Possible Duplicate:
Prove that $\int_0^x f^3 \le \left(\int_0^x f\right)^2$
Let $f$ be a differentiable function on $[0,1]$. $f(0)=0$ and $1\ge f'(x)\ge0$. Show that
$\int_0^1f(x)^3dx\le\left(\int_0^1f(x)dx\right)^2$
Possible Duplicate:
Prove that $\int_0^x f^3 \le \left(\int_0^x f\right)^2$
Let $f$ be a differentiable function on $[0,1]$. $f(0)=0$ and $1\ge f'(x)\ge0$. Show that
$\int_0^1f(x)^3dx\le\left(\int_0^1f(x)dx\right)^2$
Set $G(t) = \bigg(\int_0^t f(x) dx\bigg)^2 - \int_0^t f(x)^3 dx.$ Then $G'(t) = 2f(t)\int_0^t f(x) dx - f(t)^3.$ We would like to know that $G'(t) \geq 0$ on $[0,1]$, as this with the fact that $G(0) = 0$ will prove the inequality.

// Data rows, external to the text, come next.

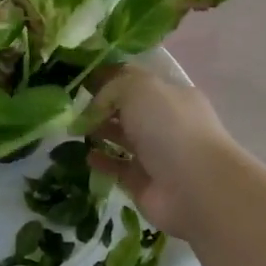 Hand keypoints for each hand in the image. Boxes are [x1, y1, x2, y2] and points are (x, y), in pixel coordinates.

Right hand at [84, 65, 236, 232]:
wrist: (195, 187)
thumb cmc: (169, 128)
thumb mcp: (139, 88)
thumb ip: (112, 87)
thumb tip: (96, 106)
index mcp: (170, 95)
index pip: (135, 80)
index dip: (108, 78)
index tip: (79, 80)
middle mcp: (165, 122)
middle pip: (127, 109)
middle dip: (101, 106)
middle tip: (71, 107)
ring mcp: (156, 153)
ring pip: (122, 137)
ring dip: (99, 132)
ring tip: (74, 130)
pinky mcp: (143, 182)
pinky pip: (117, 167)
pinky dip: (101, 160)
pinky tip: (86, 155) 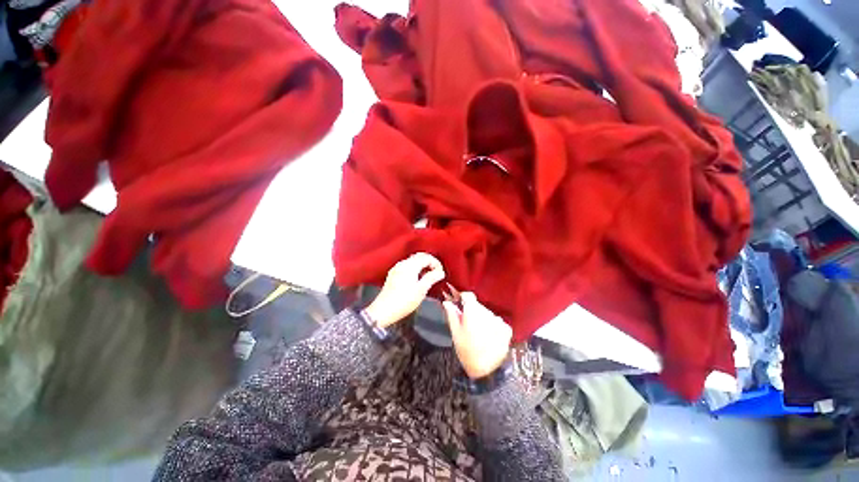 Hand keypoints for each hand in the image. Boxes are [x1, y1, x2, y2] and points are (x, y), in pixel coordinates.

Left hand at [364, 253, 444, 327]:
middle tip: (437, 272)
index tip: (441, 272)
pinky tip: (418, 279)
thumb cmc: (403, 301)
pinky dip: (415, 269)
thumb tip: (440, 272)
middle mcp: (402, 263)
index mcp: (410, 265)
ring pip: (413, 261)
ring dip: (422, 265)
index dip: (436, 263)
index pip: (426, 257)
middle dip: (430, 262)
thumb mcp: (421, 290)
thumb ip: (432, 278)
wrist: (383, 311)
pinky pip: (407, 266)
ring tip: (429, 276)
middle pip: (419, 256)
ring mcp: (396, 268)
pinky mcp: (393, 275)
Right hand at [443, 292, 512, 379]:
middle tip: (467, 325)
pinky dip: (493, 326)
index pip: (469, 295)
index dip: (463, 298)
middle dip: (472, 311)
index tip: (460, 304)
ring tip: (478, 334)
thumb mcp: (455, 334)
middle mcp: (487, 312)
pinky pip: (497, 321)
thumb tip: (447, 302)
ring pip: (487, 313)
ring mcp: (498, 320)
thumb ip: (452, 315)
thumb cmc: (467, 352)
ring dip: (482, 319)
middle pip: (477, 305)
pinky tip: (489, 337)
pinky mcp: (506, 328)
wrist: (487, 372)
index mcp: (472, 312) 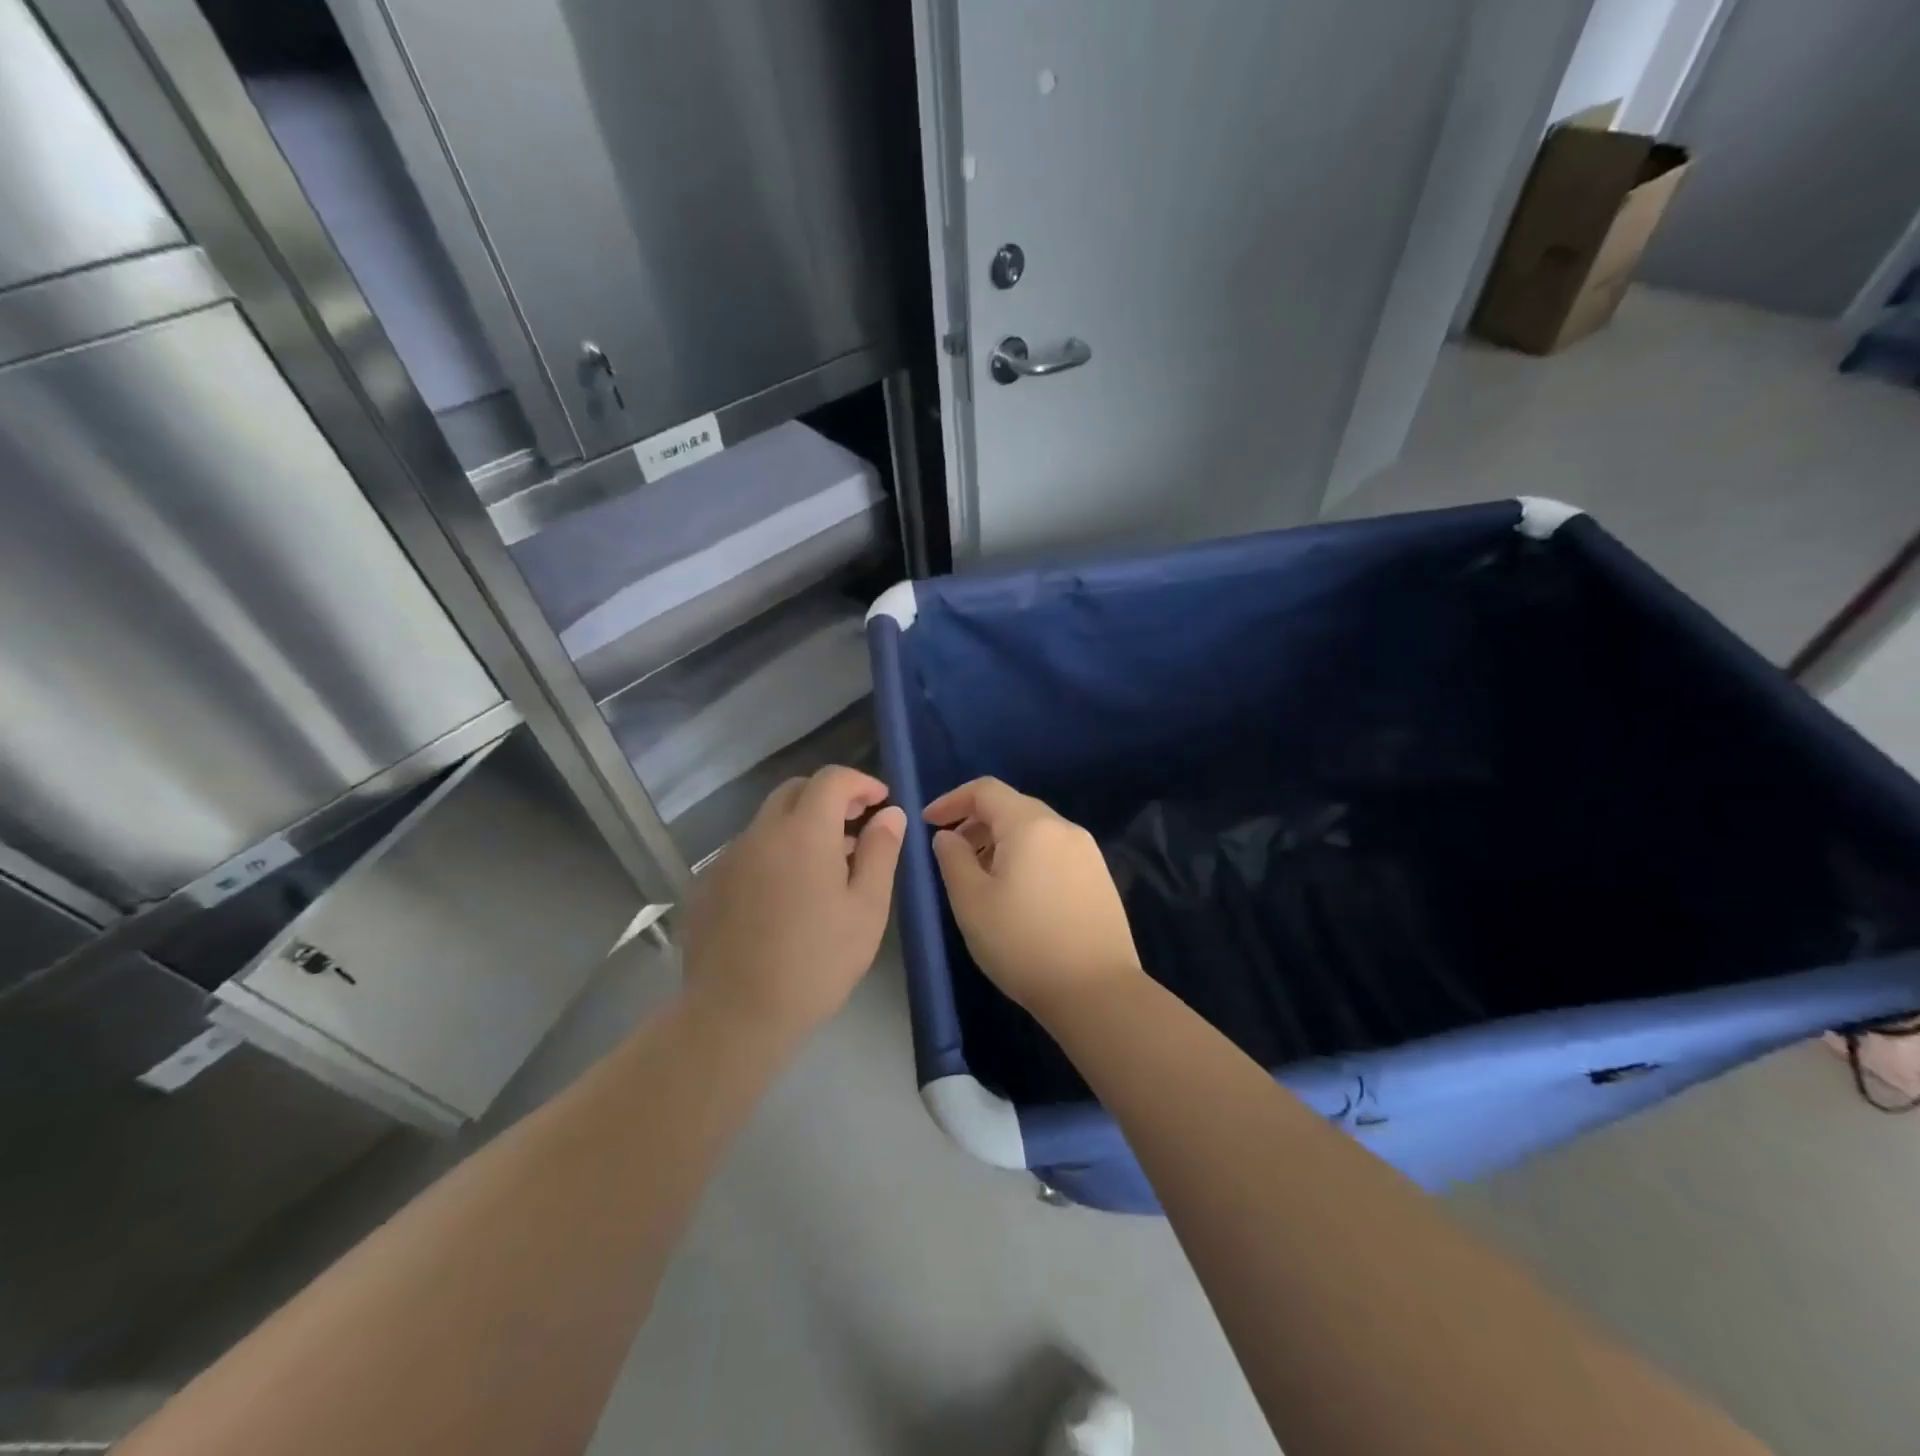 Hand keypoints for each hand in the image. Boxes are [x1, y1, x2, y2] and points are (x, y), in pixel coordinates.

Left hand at [682, 766, 905, 1038]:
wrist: (735, 1015)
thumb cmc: (816, 963)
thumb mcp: (866, 909)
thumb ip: (881, 851)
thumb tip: (890, 813)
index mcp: (803, 832)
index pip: (831, 779)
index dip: (861, 782)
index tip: (881, 803)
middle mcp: (761, 833)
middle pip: (795, 791)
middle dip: (829, 798)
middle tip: (855, 827)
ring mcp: (728, 858)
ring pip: (769, 821)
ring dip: (800, 826)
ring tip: (825, 867)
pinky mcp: (709, 884)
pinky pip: (748, 851)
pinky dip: (774, 853)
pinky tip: (786, 895)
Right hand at [925, 778, 1143, 1020]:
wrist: (1096, 991)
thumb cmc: (1023, 943)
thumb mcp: (972, 902)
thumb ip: (953, 859)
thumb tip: (948, 836)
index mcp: (1031, 825)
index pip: (986, 790)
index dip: (952, 800)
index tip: (929, 823)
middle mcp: (1063, 828)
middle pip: (1012, 807)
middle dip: (976, 822)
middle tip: (952, 853)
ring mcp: (1087, 851)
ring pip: (1034, 830)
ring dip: (1001, 841)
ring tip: (981, 877)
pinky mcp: (1099, 876)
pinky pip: (1054, 851)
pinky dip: (1027, 857)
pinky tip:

Now, $f(t)$ is obviously nonnegative from the hypothesis given, so it suffices to show that $H(t) = 2\int_0^t f(x) dx - f(t)^2$ is nonnegative. We differentiate:
$H'(t) = 2f(t) - 2f(t)f'(t) = 2f(t)[1 - f'(t)].$ All of these terms are positive by the hypothesis, so $H'(t) \geq 0$ and $H(0) = 0$ implies $H(t) \geq 0$ for all $t$. Hence the inequality holds.